In the following material, identify every line holding the string "Богатырский" and return it.

● **DATASET RECORDS**
=====

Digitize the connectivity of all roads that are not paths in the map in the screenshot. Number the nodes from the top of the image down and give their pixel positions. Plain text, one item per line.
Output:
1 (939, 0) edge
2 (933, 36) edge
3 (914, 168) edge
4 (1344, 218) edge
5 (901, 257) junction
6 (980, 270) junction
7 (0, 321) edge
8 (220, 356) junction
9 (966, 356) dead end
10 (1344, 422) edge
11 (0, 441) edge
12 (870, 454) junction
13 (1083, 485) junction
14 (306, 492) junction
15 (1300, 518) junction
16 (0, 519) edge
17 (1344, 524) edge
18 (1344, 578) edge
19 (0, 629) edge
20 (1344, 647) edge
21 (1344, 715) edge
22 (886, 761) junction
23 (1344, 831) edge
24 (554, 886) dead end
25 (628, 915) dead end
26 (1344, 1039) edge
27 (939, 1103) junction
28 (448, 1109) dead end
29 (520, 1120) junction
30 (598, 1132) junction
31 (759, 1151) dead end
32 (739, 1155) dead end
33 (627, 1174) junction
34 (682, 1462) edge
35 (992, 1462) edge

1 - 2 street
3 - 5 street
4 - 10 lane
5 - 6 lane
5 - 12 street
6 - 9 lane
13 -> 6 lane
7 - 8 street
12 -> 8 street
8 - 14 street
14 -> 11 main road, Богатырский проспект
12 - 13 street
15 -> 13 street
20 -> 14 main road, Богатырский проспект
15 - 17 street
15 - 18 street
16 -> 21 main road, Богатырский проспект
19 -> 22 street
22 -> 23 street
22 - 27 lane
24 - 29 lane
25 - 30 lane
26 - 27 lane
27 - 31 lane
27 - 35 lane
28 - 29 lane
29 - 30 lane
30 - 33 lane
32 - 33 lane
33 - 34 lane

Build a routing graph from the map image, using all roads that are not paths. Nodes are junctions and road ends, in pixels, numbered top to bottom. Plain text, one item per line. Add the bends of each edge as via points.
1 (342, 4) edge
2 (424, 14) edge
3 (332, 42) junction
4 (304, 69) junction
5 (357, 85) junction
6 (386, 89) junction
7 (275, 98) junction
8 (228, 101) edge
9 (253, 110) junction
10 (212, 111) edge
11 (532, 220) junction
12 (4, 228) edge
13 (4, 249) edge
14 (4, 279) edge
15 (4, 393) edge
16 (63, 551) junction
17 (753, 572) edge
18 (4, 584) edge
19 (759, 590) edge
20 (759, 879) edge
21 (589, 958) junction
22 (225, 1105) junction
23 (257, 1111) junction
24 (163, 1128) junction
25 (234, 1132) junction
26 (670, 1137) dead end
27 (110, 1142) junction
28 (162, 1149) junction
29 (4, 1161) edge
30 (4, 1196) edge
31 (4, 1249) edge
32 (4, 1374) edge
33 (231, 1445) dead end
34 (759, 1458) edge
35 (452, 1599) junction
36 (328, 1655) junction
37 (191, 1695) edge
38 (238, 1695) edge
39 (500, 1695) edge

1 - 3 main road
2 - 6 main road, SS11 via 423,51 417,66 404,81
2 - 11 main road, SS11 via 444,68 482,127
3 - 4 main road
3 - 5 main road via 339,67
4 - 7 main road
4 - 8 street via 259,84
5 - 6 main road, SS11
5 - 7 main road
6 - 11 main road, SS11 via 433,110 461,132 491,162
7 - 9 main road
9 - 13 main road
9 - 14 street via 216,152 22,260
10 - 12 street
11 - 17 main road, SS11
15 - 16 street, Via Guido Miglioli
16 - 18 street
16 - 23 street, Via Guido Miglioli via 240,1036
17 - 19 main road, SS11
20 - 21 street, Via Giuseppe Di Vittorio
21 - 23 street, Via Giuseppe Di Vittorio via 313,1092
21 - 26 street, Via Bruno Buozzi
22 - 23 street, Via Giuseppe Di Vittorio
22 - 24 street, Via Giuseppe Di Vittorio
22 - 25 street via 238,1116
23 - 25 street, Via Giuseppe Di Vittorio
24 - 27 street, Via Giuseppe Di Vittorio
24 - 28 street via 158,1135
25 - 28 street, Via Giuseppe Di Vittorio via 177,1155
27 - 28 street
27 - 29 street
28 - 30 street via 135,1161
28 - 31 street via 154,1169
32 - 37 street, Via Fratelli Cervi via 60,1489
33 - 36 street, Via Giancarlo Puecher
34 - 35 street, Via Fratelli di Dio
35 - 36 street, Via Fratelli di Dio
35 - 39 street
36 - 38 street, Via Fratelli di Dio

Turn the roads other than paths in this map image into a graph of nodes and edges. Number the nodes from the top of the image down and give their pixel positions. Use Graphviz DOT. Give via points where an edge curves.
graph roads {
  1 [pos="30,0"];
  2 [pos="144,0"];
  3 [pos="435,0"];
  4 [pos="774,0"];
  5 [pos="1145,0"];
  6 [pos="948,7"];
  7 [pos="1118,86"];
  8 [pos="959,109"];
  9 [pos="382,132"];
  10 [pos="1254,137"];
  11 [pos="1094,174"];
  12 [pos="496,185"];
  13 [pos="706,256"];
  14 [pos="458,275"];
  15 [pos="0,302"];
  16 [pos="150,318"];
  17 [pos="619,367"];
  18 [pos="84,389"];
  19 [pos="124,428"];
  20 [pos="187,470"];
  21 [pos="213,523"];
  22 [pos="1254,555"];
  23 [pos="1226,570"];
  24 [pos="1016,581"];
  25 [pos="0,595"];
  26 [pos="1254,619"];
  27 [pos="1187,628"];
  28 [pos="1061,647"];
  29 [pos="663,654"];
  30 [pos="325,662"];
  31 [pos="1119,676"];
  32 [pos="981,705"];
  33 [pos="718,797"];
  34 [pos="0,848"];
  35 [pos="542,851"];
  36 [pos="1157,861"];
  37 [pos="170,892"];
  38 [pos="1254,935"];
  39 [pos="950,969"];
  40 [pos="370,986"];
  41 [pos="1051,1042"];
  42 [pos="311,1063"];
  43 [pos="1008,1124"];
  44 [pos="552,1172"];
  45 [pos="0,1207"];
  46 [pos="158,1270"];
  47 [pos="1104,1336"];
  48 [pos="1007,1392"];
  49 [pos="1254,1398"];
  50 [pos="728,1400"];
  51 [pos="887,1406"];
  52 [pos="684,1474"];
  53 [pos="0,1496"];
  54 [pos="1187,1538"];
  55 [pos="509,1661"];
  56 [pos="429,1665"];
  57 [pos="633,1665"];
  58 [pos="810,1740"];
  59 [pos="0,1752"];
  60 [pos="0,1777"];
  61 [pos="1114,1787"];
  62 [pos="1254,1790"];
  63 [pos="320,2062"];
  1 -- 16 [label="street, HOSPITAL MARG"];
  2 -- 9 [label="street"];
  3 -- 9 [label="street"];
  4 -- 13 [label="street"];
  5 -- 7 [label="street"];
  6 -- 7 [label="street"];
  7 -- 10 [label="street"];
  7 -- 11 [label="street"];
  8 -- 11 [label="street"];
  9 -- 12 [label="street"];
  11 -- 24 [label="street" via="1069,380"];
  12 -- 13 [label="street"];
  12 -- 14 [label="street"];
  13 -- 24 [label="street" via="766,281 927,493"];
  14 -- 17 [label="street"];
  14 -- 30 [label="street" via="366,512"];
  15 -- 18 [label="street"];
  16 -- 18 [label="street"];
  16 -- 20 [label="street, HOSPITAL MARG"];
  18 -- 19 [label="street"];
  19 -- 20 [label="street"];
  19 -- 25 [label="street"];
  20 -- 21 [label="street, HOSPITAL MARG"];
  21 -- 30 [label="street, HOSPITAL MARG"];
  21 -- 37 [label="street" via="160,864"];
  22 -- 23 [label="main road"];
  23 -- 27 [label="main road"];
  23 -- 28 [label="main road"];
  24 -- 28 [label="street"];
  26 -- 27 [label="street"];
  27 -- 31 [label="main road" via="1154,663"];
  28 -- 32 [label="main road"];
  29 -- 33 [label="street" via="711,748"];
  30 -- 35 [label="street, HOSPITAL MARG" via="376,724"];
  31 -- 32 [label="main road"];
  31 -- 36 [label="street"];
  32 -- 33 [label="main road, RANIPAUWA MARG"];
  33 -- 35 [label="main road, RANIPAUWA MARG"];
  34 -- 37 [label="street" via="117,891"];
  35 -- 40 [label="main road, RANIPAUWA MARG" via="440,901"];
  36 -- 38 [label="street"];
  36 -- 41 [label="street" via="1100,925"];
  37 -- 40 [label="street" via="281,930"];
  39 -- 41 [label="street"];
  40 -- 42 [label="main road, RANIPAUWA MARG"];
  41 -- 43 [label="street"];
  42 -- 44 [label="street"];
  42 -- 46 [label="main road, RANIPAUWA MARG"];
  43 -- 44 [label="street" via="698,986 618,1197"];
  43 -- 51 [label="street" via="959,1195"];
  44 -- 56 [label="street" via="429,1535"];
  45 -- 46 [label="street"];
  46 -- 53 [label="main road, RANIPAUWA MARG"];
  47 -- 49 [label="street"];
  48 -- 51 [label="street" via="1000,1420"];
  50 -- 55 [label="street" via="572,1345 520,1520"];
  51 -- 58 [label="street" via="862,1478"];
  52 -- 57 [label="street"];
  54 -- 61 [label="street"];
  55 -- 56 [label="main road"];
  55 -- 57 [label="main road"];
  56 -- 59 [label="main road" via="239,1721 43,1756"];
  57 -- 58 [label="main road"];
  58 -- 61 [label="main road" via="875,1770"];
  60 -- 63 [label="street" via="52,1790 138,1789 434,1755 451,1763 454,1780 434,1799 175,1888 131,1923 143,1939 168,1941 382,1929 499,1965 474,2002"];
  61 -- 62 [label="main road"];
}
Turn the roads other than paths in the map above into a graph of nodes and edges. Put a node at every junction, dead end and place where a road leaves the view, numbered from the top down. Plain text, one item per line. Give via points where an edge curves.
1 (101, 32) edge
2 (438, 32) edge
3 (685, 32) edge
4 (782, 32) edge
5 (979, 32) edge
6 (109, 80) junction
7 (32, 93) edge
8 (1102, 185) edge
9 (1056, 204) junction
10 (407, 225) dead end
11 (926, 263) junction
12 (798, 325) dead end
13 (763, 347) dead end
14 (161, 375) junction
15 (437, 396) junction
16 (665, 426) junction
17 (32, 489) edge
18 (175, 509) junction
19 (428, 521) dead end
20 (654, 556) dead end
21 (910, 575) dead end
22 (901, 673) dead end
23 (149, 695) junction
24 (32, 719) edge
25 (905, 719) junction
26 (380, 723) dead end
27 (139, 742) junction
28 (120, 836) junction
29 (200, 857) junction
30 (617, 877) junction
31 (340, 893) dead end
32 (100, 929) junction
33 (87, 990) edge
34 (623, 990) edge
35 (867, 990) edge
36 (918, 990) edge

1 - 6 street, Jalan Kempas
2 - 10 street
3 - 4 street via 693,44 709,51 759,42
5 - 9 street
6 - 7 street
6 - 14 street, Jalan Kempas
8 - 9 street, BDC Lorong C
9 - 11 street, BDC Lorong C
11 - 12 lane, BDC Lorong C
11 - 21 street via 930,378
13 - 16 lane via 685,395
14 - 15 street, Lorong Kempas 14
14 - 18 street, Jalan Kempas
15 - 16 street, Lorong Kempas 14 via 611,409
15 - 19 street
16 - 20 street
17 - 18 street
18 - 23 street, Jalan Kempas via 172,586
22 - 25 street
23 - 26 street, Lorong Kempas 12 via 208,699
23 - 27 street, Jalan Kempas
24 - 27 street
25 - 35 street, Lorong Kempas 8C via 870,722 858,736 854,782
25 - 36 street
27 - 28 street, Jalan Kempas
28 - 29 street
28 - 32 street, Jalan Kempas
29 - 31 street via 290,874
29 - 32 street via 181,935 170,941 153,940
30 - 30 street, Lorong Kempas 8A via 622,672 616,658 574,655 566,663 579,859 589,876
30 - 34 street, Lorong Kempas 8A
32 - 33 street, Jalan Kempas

=====

● **RESPONSE TO THIS EXERCISE**
14 -> 11 main road, Богатырский проспект
20 -> 14 main road, Богатырский проспект
16 -> 21 main road, Богатырский проспект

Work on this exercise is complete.